*PROVIDED DATA*
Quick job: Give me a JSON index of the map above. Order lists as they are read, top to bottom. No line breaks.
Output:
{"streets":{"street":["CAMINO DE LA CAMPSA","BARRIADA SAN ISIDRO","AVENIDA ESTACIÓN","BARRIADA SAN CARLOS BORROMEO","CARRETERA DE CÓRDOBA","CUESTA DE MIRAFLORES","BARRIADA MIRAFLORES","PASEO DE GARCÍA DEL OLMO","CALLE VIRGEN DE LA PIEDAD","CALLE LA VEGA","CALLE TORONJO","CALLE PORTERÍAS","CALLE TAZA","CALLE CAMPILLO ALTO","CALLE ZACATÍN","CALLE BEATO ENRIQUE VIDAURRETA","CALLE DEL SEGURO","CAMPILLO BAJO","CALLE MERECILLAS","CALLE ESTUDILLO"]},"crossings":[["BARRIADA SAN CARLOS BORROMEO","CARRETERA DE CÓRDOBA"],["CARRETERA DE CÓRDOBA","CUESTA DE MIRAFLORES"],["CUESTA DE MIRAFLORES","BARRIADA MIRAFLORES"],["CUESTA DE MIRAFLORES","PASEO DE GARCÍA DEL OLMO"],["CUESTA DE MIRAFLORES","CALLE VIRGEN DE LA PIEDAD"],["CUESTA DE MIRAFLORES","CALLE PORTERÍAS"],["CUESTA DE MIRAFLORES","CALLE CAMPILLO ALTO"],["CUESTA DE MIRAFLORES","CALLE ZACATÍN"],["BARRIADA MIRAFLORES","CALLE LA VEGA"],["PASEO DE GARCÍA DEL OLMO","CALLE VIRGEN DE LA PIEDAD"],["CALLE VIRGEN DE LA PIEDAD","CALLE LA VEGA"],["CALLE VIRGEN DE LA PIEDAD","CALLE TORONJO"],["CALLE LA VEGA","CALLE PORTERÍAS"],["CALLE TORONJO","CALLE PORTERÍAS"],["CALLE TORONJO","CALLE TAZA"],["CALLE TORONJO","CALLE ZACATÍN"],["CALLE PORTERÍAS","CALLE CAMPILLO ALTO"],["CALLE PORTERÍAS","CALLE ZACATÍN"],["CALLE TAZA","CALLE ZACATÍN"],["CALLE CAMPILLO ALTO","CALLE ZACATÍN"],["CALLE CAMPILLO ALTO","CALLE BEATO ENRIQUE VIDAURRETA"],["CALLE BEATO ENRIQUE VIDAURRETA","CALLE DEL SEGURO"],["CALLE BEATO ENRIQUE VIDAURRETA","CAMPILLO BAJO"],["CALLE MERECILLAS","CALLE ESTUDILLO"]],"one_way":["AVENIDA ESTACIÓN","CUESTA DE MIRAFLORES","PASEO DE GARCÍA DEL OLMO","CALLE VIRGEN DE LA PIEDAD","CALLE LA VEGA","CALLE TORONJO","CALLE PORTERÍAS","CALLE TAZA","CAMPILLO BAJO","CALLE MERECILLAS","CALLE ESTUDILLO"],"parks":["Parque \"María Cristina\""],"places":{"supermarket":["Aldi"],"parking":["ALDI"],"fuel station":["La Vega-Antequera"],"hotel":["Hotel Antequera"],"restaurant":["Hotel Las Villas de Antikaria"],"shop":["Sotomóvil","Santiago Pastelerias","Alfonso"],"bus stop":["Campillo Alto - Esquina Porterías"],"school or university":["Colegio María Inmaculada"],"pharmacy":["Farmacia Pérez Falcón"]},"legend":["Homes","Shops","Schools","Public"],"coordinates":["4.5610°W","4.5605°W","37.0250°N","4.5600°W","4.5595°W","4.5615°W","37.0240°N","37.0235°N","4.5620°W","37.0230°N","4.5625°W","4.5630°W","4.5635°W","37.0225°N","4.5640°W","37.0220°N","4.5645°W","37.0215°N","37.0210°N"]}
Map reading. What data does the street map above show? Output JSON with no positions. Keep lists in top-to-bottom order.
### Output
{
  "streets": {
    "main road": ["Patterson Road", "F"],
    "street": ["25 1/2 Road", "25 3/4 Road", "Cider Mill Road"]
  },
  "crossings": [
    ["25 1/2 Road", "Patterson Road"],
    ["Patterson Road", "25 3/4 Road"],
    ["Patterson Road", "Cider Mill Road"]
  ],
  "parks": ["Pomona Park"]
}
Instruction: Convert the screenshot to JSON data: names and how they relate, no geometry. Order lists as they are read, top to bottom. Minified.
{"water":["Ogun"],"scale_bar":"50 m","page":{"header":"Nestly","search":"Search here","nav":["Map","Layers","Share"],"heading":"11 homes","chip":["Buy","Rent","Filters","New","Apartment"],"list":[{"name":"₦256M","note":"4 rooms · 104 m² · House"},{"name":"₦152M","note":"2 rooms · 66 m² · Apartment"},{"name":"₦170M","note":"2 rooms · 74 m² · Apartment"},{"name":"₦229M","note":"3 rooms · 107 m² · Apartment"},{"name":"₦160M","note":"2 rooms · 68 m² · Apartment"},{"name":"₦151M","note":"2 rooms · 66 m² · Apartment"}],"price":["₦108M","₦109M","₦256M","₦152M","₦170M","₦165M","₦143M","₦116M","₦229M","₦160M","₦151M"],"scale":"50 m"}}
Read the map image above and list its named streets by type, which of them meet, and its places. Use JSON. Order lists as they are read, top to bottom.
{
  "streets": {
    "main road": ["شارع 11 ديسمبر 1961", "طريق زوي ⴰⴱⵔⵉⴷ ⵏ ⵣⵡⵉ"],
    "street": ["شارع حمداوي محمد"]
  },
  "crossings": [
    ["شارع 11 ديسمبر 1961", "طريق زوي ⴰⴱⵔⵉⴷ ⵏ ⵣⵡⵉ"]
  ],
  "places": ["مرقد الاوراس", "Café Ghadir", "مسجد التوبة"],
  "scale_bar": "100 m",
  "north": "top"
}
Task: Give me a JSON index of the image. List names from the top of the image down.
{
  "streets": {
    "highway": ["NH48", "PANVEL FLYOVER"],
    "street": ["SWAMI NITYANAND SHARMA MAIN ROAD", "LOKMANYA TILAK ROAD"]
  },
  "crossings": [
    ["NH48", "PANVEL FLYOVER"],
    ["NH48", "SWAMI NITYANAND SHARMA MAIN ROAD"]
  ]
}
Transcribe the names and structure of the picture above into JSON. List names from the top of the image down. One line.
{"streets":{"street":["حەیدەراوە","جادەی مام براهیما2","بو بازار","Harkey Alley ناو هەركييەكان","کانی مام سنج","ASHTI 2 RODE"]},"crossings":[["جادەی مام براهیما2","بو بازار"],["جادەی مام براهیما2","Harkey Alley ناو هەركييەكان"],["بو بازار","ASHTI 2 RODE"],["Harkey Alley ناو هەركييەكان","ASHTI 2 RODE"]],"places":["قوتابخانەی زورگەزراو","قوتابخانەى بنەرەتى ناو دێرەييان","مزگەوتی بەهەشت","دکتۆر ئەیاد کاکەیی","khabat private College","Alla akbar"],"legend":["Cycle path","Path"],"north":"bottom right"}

*EXERCISE DESCRIPTION*
Could you please find every line of the listing above holding the string "Give" and copy it?

*RESULT OF THE EXERCISE*
Quick job: Give me a JSON index of the map above. Order lists as they are read, top to bottom. No line breaks.
Task: Give me a JSON index of the image. List names from the top of the image down.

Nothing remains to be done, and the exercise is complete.